A critical vulnerability has been discovered in The Madara - Core plugin for WordPress, assigned CVE-2025-7712. This flaw allows an authenticated attacker to delete arbitrary files from the underlying server, including critical website configuration and system files. Successful exploitation can lead to a complete denial of service, data loss, or a full compromise of the website.

The vulnerability exists within the wp_manga_delete_zip() function, which is responsible for deleting files. The function fails to properly validate the file path provided in a user request. An authenticated attacker, even with low privileges, can exploit this by crafting a request with path traversal sequences (e.g., ../) to target and delete files outside of the intended directory. Deleting critical files such as wp-config.php could disable the website and allow an attacker to re-run the installation process, leading to a complete site takeover.

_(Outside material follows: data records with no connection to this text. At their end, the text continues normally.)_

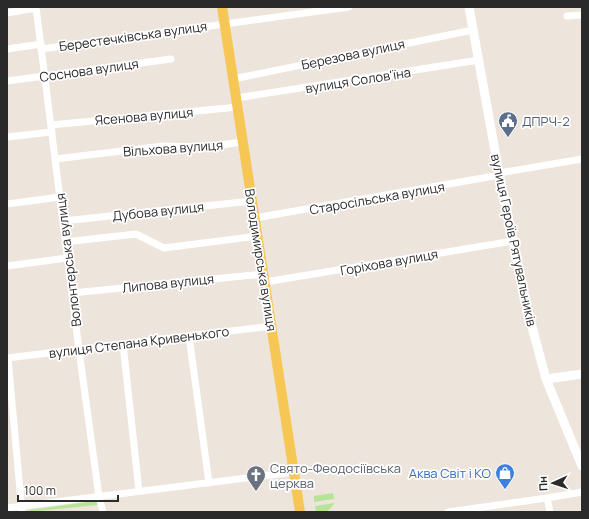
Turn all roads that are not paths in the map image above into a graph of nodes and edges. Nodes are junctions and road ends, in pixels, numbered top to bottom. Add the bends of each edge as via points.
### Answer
1 (222, 7) edge
2 (349, 7) edge
3 (469, 7) edge
4 (36, 8) edge
5 (7, 13) edge
6 (582, 15) edge
7 (567, 16) dead end
8 (225, 23) junction
9 (473, 30) junction
10 (41, 47) junction
11 (7, 49) edge
12 (171, 59) dead end
13 (479, 60) junction
14 (45, 76) junction
15 (233, 79) junction
16 (7, 81) edge
17 (237, 102) junction
18 (51, 128) junction
19 (7, 137) edge
20 (243, 142) junction
21 (55, 159) junction
22 (582, 159) edge
23 (499, 174) junction
24 (60, 197) junction
25 (252, 201) junction
26 (7, 204) edge
27 (255, 218) junction
28 (63, 221) junction
29 (258, 236) junction
30 (513, 241) junction
31 (66, 242) junction
32 (67, 258) junction
33 (7, 266) edge
34 (264, 278) junction
35 (72, 293) junction
36 (272, 326) junction
37 (189, 336) junction
38 (123, 344) junction
39 (78, 350) junction
40 (7, 358) edge
41 (582, 374) edge
42 (546, 379) junction
43 (578, 447) edge
44 (582, 466) edge
45 (294, 472) junction
46 (209, 483) junction
47 (140, 491) junction
48 (582, 492) edge
49 (99, 497) junction
50 (547, 498) junction
51 (7, 508) edge
52 (22, 509) edge
53 (480, 510) edge
54 (103, 512) edge
55 (300, 512) edge
56 (448, 512) edge
57 (550, 512) edge

1 - 8 main road, Володимирська вулиця
2 - 8 street, Берестечківська вулиця
3 - 9 street, вулиця Героїв Рятувальників
4 - 5 street
4 - 10 street, Волонтерська вулиця
6 - 7 street
8 - 10 street, Берестечківська вулиця
8 - 15 main road, Володимирська вулиця
9 - 13 street, вулиця Героїв Рятувальників
9 - 15 street, Березова вулиця
10 - 11 street, Берестечківська вулиця
10 - 14 street, Волонтерська вулиця
12 - 14 street, Соснова вулиця
13 - 17 street, вулиця Солов'їна
13 - 23 street, вулиця Героїв Рятувальників
14 - 16 street, Соснова вулиця
14 - 18 street, Волонтерська вулиця
15 - 17 main road, Володимирська вулиця
17 - 18 street, Ясенова вулиця
17 - 20 main road, Володимирська вулиця
18 - 19 street, Ясенова вулиця
18 - 21 street, Волонтерська вулиця
20 - 21 street, Вільхова вулиця via 205,147 164,146
20 - 25 main road, Володимирська вулиця
21 - 24 street, Волонтерська вулиця
22 - 23 street, Старосільська вулиця
23 - 27 street, Старосільська вулиця via 346,204
23 - 30 street, вулиця Героїв Рятувальників
24 - 26 street
24 - 28 street, Волонтерська вулиця
25 - 27 main road, Володимирська вулиця
25 - 28 street, Дубова вулиця
27 - 29 main road, Володимирська вулиця
28 - 31 street, Волонтерська вулиця
29 - 31 street via 164,248 136,234
29 - 34 main road, Володимирська вулиця
30 - 34 street, Горіхова вулиця
30 - 42 street, вулиця Героїв Рятувальників
31 - 32 street, Волонтерська вулиця
32 - 33 street
32 - 35 street, Волонтерська вулиця
34 - 35 street, Липова вулиця
34 - 36 main road, Володимирська вулиця
35 - 39 street, Волонтерська вулиця
36 - 37 street, вулиця Степана Кривенького
36 - 45 main road, Володимирська вулиця
37 - 38 street, вулиця Степана Кривенького
37 - 46 street
38 - 39 street, вулиця Степана Кривенького
38 - 47 street
39 - 40 street, вулиця Степана Кривенького
39 - 49 street, Волонтерська вулиця
40 - 52 street
41 - 42 street
42 - 43 street, вулиця Героїв Рятувальників
43 - 44 street, вулиця Героїв Рятувальників
45 - 46 street
45 - 55 main road, Володимирська вулиця
46 - 47 street
47 - 49 street
48 - 50 street
49 - 52 street
49 - 54 street, Волонтерська вулиця
50 - 53 street
50 - 57 street
51 - 52 street
53 - 56 street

This vulnerability is rated as critical severity with a CVSS score of 9.1. The business impact of exploitation is severe and can include:

• Denial of Service (DoS): Deletion of core WordPress files, web server configurations (.htaccess), or PHP files will render the website completely inaccessible, leading to operational downtime and reputational damage.
• Data Loss: An attacker could delete uploaded media, database backups, or other sensitive files stored on the server, resulting in permanent data loss.
• Complete Site Compromise: By deleting the wp-config.php file, an attacker can trigger the WordPress installation process, connect the site to a database under their control, and gain full administrative access to the website.

Immediate Action:

• Immediately update The Madara - Core plugin to the latest patched version as recommended by the vendor.
• After updating, review server logs (web server access logs, error logs) for any unusual activity or requests targeting the wp_manga_delete_zip() function that may indicate past or ongoing exploitation attempts.

Proactive Monitoring:

• Implement log monitoring to specifically look for POST requests to WordPress admin endpoints that contain path traversal patterns like ../ or absolute file paths.
• Utilize a File Integrity Monitoring (FIM) solution to generate alerts for any unauthorized changes or deletions of critical files, including wp-config.php, .htaccess, and core WordPress PHP files.

Compensating Controls:

• If immediate patching is not feasible, deploy a Web Application Firewall (WAF) with rules designed to block path traversal attack patterns.
• Harden file system permissions to prevent the web server's user account from writing to or deleting files outside of its designated directories (e.g., wp-content/uploads).
• Restrict access to the WordPress administrative dashboard to trusted IP addresses only.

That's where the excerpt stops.